Written by on December 17th, 2013 – No Comments

I am very open about having multiple sclerosis and about living with a personal disability. During the campus tours I do through my job, I openly talk about being registered as a student with disability through my school’s disability office. When travelling, I have no qualms with talking about the set of needles I have to take with me.

But I’ve been pretty lucky.

Yeah, I’ve had some big relapses—vertigo, loss of appetite, nausea, numbness, weakened vision… the whole nine yards—but for the year and a half since I’ve been diagnosed, there’s only been two weeks where I’ve really had to face my multiple sclerosis head on. The majority of time, I’m a perfectly able person with disability.

There have been some carryovers from my relapses: my balance is a little off, and I notice more of a stutter especially as I get more tired. But besides that, nothing.

I have daily shots I have to take, which can cause a big struggle. The days when I have no symptoms, those shots serve as a reminder that I am living with this. Which is really hard. It’s a reminder of all the uncertainties I live with.

What if today is the day I have another relapse? What if in between my meetings that day, I lose my sense of balance? What if halfway through class, my hand goes numb and I can’t write any notes?

A couple weeks ago, I gave myself my morning shot, and for the first time since I started taking this medication—about a year now—I experienced shortness of breath and anxiety. I’ve read that these are common side effects, but for me, the medicine hasn’t caused any side effects for me besides soreness at the injection shots.
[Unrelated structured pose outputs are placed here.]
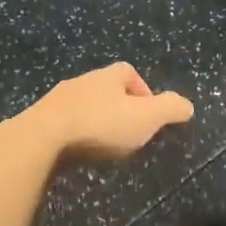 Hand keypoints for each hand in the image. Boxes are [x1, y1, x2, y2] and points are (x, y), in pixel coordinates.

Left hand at [13, 63, 194, 161]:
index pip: (129, 72)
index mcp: (109, 76)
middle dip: (118, 107)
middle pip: (105, 89)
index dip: (143, 90)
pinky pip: (62, 124)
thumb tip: (187, 105)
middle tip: (128, 132)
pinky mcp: (38, 121)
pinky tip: (76, 153)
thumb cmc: (100, 125)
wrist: (41, 139)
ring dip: (93, 121)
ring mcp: (56, 100)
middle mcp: (82, 81)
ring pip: (82, 106)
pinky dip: (72, 135)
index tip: (148, 115)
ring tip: (102, 146)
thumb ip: (171, 109)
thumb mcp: (147, 117) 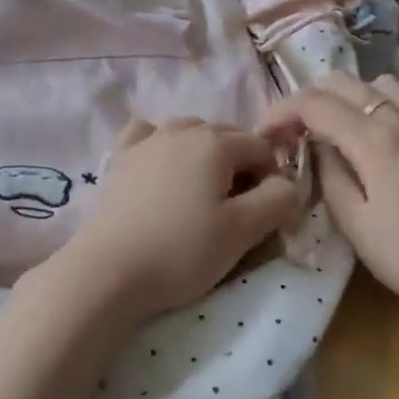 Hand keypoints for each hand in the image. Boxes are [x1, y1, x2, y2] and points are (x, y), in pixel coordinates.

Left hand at [52, 117, 301, 324]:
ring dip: (205, 154)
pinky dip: (162, 145)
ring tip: (200, 193)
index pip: (261, 148)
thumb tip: (289, 184)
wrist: (109, 270)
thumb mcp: (242, 231)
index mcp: (215, 142)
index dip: (273, 178)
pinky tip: (162, 168)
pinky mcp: (120, 157)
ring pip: (189, 132)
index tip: (265, 214)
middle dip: (241, 165)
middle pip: (227, 136)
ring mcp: (147, 139)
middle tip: (235, 209)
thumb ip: (278, 201)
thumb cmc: (182, 251)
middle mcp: (181, 128)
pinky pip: (148, 135)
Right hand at [259, 73, 398, 316]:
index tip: (263, 132)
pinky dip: (375, 104)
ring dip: (346, 94)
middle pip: (344, 82)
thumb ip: (330, 174)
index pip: (314, 104)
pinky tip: (371, 138)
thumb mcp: (354, 222)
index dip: (282, 111)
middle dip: (308, 97)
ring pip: (377, 83)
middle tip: (292, 129)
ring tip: (333, 125)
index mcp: (374, 139)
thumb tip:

I’m not normally an anxious person, which made the anxiety even worse. I thought something bad was happening. I thought I was having my first relapse since December. I honestly thought I’d have to skip my presentation, two meetings and event that night. It was terrifying.

However, it passed quickly. And I haven’t had another reaction like it.

That was a very brief, but shocking reminder of what I live with everyday. It was a reminder of how unpredictable MS can be.

That’s the hardest part.

Everybody’s MS is different. Everybody has different struggles.

I’m still trying to figure out mine.